The inputs begins with a line with two integers $1 \leq n \leq 10^5$ and $1 \leq m \leq 10^5$ where $n$ is the number of objects and $m$ is the number of arrows. The objects are numbered from $1$ to $n$. Next there are $m$ lines, each with $5$ integers $1 \leq a, b \leq n$, $-10^9 \leq x, y, z, \leq 10^9$. This denotes that in the diagram there is an arrow from object $a$ to object $b$ which denotes the translation $(x, y, z)$. Note that since each arrow corresponds to a bijective map there is also implicitly an arrow from $b$ to $a$ translating by $(-x, -y, -z)$.

## Output

Print Jebb if the diagram is commutative, otherwise print Neibb.

## Scoring

 Group Points Constraints 1 50 $1 \leq n \leq 200$ 2 50 No further constraints

## Explanation of Sample Input

In the first sample there are two paths from $1$ to $4$. No matter which path is followed the total translation is $(1, 1, 1)$ so the diagram is commutative.

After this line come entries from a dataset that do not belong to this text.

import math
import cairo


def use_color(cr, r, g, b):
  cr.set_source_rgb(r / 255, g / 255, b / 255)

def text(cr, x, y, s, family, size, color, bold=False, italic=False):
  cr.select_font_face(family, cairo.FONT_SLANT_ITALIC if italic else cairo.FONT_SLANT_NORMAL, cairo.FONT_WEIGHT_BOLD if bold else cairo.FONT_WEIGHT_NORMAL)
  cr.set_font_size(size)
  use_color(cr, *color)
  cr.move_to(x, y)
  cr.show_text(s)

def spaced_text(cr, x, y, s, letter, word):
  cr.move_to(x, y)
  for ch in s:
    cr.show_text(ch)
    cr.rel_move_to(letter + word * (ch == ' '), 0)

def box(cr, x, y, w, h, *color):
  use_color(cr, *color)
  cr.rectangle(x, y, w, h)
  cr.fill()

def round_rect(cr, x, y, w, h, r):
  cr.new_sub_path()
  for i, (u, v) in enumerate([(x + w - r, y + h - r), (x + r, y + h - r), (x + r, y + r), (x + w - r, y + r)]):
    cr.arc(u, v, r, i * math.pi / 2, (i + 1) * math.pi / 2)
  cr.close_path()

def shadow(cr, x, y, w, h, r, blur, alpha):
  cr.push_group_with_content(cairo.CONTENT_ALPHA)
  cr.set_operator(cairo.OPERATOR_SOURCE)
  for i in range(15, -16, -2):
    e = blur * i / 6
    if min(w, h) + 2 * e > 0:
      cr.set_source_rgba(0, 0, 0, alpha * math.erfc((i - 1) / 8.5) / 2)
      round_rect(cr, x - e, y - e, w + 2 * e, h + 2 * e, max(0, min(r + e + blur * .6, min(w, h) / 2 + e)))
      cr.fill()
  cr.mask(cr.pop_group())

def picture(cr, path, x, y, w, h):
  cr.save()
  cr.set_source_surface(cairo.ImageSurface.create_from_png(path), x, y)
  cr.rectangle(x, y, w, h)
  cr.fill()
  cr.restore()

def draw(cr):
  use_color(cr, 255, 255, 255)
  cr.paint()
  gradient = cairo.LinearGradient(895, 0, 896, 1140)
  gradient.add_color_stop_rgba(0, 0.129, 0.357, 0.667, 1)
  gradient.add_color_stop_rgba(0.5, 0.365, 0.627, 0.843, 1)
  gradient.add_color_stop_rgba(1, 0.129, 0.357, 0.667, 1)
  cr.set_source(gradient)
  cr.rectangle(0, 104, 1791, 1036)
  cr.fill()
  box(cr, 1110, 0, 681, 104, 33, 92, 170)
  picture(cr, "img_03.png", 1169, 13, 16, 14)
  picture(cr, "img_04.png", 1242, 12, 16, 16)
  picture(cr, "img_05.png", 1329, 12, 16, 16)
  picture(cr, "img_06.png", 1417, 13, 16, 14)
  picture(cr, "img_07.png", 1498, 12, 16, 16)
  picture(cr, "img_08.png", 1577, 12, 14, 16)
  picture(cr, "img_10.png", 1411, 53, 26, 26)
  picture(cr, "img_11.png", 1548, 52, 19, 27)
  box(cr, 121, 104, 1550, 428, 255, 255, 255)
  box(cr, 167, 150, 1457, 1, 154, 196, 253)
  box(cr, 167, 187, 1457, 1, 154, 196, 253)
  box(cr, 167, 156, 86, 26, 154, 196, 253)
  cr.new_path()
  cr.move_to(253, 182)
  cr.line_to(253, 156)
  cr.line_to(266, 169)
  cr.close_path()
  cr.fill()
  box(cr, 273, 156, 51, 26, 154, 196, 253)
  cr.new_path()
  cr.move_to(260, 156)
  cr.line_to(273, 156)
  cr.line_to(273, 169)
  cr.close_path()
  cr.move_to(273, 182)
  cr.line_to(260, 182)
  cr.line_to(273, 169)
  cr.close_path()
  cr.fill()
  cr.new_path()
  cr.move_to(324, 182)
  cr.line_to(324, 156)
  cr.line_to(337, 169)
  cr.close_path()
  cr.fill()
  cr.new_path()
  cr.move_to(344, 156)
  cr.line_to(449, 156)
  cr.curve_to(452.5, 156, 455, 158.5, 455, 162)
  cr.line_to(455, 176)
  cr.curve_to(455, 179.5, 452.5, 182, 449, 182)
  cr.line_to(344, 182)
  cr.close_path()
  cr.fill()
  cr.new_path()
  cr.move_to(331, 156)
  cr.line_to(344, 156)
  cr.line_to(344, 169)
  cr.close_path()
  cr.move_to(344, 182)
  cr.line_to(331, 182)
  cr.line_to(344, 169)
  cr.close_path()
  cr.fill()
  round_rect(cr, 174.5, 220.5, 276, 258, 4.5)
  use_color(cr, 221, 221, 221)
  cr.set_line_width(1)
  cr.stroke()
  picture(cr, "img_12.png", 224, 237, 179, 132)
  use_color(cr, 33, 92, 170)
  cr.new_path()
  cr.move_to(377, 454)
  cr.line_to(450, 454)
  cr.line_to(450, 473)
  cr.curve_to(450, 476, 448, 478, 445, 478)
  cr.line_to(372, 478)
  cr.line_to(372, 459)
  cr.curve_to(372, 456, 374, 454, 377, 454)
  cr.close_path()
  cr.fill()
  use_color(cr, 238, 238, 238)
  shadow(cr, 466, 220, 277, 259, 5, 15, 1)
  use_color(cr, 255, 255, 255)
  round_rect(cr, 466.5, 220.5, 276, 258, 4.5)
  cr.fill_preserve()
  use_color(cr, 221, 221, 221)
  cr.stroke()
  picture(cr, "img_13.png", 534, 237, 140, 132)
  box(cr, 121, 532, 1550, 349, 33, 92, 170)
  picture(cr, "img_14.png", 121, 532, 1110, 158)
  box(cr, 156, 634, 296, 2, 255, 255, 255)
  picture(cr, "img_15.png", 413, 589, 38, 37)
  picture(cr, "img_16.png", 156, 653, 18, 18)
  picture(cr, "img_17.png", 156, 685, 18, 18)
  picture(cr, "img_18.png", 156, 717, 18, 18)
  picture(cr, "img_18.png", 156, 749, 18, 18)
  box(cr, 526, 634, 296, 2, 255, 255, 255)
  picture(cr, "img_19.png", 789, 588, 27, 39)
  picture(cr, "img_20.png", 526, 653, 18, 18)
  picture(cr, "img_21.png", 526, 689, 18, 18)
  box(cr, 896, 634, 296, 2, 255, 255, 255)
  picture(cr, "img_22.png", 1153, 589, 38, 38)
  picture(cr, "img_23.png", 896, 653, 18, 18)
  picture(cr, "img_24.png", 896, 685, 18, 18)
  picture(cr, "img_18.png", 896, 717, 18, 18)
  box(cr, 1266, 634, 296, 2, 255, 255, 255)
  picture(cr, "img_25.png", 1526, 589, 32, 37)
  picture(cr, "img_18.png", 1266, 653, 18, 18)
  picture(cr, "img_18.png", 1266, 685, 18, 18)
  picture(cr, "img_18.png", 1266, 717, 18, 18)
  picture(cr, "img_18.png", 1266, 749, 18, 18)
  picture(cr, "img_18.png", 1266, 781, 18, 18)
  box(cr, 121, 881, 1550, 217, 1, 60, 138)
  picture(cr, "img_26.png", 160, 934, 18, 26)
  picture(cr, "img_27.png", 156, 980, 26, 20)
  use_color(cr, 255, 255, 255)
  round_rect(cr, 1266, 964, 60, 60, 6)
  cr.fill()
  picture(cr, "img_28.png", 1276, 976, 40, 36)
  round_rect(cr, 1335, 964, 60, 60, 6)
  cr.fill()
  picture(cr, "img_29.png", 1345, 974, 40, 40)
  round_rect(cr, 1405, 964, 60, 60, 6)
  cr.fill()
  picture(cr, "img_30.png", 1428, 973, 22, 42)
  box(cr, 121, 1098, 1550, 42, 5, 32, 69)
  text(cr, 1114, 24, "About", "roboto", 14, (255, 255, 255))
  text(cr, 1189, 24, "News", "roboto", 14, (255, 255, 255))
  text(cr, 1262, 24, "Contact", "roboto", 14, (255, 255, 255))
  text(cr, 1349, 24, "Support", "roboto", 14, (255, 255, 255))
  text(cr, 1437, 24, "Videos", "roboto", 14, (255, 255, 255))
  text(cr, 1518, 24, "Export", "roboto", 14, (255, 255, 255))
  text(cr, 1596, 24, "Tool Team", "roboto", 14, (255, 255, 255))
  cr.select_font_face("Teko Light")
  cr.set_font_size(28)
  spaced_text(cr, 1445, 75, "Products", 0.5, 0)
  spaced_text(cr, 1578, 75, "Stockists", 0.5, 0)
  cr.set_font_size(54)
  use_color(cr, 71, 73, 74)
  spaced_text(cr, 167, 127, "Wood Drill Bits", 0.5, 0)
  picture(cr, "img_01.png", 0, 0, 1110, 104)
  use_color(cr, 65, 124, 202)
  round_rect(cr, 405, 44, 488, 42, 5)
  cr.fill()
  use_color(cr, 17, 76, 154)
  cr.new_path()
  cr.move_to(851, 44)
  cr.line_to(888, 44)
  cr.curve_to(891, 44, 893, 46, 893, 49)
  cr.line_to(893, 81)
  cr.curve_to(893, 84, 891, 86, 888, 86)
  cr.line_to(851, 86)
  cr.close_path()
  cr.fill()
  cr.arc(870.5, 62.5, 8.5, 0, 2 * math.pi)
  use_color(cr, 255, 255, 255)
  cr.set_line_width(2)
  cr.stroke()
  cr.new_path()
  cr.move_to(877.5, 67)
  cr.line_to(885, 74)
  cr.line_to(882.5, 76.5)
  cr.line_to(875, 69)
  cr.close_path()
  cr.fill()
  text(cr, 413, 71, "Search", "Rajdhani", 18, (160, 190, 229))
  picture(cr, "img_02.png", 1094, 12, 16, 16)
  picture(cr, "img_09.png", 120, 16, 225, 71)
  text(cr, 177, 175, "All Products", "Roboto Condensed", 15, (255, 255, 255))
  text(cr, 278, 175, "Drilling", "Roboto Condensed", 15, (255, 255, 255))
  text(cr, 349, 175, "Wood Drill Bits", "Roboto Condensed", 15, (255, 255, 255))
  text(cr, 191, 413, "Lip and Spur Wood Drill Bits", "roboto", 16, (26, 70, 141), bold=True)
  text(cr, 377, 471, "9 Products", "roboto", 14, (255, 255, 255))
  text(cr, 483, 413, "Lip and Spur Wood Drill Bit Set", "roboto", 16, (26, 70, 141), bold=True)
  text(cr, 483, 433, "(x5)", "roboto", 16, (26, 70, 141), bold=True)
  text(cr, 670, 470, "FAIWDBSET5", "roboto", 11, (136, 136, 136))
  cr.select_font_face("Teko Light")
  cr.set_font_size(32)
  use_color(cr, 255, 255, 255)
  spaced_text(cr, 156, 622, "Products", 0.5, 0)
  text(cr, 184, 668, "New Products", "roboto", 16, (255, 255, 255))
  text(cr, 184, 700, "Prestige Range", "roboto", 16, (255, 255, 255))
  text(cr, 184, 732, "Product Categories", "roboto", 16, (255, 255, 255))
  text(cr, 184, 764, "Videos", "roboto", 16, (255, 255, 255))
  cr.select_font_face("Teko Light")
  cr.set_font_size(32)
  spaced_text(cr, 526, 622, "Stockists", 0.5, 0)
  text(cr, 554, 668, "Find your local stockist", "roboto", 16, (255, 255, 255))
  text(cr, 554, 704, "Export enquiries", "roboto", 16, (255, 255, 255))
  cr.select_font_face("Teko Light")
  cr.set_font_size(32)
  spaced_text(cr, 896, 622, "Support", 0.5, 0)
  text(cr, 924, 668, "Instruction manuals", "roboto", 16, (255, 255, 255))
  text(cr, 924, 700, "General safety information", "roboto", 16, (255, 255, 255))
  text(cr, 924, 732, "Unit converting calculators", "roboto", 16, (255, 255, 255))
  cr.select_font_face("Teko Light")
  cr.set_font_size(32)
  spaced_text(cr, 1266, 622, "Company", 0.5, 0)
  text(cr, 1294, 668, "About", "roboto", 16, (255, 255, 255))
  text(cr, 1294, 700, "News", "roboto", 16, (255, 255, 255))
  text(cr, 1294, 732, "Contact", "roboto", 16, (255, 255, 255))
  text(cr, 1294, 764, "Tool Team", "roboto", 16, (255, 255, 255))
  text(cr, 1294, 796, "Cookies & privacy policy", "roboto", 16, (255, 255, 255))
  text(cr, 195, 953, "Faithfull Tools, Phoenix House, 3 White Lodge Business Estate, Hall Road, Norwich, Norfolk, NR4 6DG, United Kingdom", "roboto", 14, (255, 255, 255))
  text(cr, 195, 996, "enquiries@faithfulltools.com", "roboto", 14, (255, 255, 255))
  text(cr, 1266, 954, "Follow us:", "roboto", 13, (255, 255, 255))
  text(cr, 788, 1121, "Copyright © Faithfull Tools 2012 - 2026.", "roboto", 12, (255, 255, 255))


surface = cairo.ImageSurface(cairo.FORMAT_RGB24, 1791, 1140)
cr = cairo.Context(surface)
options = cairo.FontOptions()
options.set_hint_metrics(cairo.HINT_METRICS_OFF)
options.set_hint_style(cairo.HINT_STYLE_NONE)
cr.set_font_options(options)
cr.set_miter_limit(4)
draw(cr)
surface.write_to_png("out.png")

Figure 1: Sample 1

In the second sample a new arrow has been added. If we travel backwards along it from $1$ to $4$ the translation is $(-1,-1,-1)$ which is not the same as for the other paths. Thus this diagram is not commutative. Figure 2: Sample 2
Sample Input 1 Sample Output 1
4 4
1 2 1 0 0
2 4 0 1 1
1 3 1 0 1
3 4 0 1 0

Jebb

Sample Input 2 Sample Output 2
4 5
1 2 1 0 0
2 4 0 1 1
1 3 1 0 1
3 4 0 1 0
4 1 1 1 1

Neibb